The personality and behavioural patterns of both our ancestors and immediate family are mirrored in our birth charts. Our planets stand not only for ourselves, but also for people who are close to us in our lives. For example the male planets – Sun, Mars, Jupiter - stand for qualities that we can find in father, grandfather, brothers and sons, and our female planets – Moon Venus, Ceres – for qualities in mother, grandmothers, sisters and daughters. We also find that the planets’ aspects and placements in our charts indicate family themes that are often repeated across the generations. My research has shown that these involve not only the blood line, but are also found in the charts of people who marry into the family. When the theme is a wounding one that has left deep scars, its repercussions have to be faced and healed consciously or unconsciously by members of the succeeding generations.   

 

Thus we may unconsciously take on the unresolved issues of our ancestors so it’s good to investigate our family history and learn as much as we can about them. Quite often emotional and mental disorders in an alive family member have been caused by traumatic events experienced by a dead relative. Or a seemingly unjust fate befalling a living member can be retribution for a crime or transgression committed by an ancestor hundreds of years ago. As it’s written in the Bible – the sins of the fathers shall be visited upon the children, yea unto the 4th generation.

 

The first thing that catches our eye when we compare the charts of our close family members across several generations is the way the same zodiac signs are repeating.

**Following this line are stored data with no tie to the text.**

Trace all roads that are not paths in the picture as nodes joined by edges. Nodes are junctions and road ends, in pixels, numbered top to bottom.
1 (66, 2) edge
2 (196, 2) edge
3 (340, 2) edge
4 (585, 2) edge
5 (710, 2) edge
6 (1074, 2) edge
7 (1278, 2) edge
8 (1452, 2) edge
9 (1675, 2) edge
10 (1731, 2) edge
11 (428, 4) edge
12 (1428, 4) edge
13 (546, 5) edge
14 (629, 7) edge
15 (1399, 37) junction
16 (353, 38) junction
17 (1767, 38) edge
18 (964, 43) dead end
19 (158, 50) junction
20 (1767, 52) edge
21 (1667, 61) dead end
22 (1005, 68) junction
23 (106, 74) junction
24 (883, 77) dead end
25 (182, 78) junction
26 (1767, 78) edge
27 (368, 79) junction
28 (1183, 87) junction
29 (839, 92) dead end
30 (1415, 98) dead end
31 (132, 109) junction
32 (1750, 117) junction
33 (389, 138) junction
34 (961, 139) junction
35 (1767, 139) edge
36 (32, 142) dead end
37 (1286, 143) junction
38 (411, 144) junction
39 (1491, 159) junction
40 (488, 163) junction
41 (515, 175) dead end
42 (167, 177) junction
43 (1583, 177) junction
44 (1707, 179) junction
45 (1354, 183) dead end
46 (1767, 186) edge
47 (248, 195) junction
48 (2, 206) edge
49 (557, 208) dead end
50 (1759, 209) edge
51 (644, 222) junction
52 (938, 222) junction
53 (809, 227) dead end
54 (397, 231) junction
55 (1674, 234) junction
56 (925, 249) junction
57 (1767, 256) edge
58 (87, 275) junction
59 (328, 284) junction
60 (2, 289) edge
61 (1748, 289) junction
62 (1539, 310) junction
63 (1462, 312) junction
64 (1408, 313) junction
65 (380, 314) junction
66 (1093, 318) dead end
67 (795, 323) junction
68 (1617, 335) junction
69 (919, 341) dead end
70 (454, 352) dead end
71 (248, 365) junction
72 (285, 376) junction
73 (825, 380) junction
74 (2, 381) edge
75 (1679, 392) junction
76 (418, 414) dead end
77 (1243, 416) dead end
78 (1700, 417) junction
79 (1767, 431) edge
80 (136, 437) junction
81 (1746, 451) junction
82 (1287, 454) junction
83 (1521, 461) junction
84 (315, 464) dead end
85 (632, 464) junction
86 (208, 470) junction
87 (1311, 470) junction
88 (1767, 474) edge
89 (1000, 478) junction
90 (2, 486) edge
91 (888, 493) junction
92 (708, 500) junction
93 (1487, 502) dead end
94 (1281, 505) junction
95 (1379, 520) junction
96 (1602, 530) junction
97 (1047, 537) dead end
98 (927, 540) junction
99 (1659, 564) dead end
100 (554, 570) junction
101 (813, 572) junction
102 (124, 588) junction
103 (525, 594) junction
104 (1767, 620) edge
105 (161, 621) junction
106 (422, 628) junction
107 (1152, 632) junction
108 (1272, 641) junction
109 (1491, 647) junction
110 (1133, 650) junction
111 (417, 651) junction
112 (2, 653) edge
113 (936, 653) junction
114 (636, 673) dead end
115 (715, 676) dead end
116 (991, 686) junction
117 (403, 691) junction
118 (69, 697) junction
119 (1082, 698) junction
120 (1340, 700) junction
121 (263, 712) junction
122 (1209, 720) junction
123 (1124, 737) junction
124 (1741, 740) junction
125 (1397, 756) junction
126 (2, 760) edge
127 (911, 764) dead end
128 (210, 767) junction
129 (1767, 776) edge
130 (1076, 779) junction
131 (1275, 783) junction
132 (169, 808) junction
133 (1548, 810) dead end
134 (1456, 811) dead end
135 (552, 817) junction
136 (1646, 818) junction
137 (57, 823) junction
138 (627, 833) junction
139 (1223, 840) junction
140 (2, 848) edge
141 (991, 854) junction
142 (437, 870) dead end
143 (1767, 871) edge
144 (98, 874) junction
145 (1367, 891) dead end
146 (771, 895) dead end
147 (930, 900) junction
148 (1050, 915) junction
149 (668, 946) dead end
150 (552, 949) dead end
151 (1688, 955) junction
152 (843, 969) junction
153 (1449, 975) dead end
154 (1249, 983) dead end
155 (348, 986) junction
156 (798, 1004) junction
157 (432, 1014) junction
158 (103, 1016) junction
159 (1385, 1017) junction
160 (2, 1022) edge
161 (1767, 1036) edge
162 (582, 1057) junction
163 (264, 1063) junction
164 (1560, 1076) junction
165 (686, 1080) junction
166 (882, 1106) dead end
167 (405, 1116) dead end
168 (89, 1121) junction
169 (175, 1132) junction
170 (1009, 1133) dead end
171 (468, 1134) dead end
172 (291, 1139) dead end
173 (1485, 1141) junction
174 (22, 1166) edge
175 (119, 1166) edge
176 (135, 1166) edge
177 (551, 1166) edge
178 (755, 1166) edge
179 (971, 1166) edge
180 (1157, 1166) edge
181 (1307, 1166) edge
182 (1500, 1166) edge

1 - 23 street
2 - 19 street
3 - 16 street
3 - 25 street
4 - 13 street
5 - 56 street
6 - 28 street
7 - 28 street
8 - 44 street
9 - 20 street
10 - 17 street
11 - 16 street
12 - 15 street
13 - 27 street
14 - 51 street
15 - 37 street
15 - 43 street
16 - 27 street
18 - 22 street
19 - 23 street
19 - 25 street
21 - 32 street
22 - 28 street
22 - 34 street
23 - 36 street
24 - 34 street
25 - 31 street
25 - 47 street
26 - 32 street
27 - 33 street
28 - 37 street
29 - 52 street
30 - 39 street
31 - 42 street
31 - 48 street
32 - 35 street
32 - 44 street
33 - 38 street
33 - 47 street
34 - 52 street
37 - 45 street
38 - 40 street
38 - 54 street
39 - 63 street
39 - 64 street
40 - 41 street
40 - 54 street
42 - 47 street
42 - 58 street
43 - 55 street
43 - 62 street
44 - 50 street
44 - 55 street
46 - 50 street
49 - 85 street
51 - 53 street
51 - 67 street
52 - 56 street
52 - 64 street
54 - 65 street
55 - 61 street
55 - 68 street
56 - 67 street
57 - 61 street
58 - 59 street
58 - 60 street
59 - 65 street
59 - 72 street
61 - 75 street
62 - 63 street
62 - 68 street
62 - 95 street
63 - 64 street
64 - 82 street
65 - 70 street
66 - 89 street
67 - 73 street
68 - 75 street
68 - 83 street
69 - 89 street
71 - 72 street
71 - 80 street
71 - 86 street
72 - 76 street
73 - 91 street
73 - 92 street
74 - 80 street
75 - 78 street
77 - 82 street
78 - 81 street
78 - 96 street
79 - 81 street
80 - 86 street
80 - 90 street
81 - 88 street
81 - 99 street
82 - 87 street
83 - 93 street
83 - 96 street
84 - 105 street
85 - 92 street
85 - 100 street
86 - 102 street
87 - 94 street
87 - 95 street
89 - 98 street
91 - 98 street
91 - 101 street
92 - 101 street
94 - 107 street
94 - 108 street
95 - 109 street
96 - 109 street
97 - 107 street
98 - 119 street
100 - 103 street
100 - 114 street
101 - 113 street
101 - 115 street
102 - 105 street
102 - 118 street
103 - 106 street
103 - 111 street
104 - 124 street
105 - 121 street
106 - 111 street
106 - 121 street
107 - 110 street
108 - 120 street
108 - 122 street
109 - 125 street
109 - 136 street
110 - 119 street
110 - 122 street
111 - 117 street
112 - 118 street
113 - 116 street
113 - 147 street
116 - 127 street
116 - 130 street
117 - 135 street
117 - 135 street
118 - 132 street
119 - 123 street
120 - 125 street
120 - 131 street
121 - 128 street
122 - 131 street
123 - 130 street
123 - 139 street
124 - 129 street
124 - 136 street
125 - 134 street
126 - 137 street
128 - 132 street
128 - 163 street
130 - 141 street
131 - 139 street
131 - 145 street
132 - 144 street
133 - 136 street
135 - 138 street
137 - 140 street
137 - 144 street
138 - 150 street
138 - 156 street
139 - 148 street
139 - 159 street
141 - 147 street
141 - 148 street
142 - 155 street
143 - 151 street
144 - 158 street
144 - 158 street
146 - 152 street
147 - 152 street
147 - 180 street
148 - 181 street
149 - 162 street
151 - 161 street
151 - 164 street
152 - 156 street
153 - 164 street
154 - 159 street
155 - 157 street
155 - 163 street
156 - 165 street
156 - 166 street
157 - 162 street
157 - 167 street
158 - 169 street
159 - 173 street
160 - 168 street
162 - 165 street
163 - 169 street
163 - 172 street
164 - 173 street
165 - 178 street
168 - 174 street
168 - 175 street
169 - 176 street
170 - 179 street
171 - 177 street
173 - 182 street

When I was more involved in this work than I am today, I did a survey on the frequency of this repetition to which the members of the Brighton and Hove astrology group contributed. I asked them to list the sun, moon, and ascendant signs if known, of their family members over three generations – grandparents, parents and children, or for the older participants grandchildren, for example.

 

 It proved quite strikingly the dominance of the same zodiac signs in close family charts. And also that in most families a high number of conjunctions and oppositions occur between sun signs. In half the families investigated examples were found of birthdays on the same day, including one case where three family members had the same birthday! There were also an above average number of polarities with family members having opposite sun signs and even more polarities if rising signs were included.

 

Each sign of the zodiac is an archetype with an archetypal field around it of themes, issues and challenges. My experience has taught me that our issues are expressed and ‘worked out’ in the family group. So when we compare family birth charts, we find the astrological patterns of other members locking into our own. This creates the intensity that characterises most family relationships as well as the feeling of inevitability around people we attract as marriage partners.  We may have an unconscious attraction to partners who will reinforce the astrological inheritance in the next generation through the children resulting from our union. Thus family patterns are preserved and become effective when separate family systems intermingle.

 

It’s said we choose our friends but we can’t choose our family, and so life often throws us together in the family with people we find severely challenging, and who may appear to us more like enemies. But if we see it as our karmic task to learn from our interactions with them, and come to understand them and accept them as they are, this could be our best opportunity to  grow spiritually in this life. In a mysterious way our difficult family members mirror sides of our self that we could be rejecting, and we need to accept and integrate. The closeness and unavoidableness of family relationships pressurises us to do this work.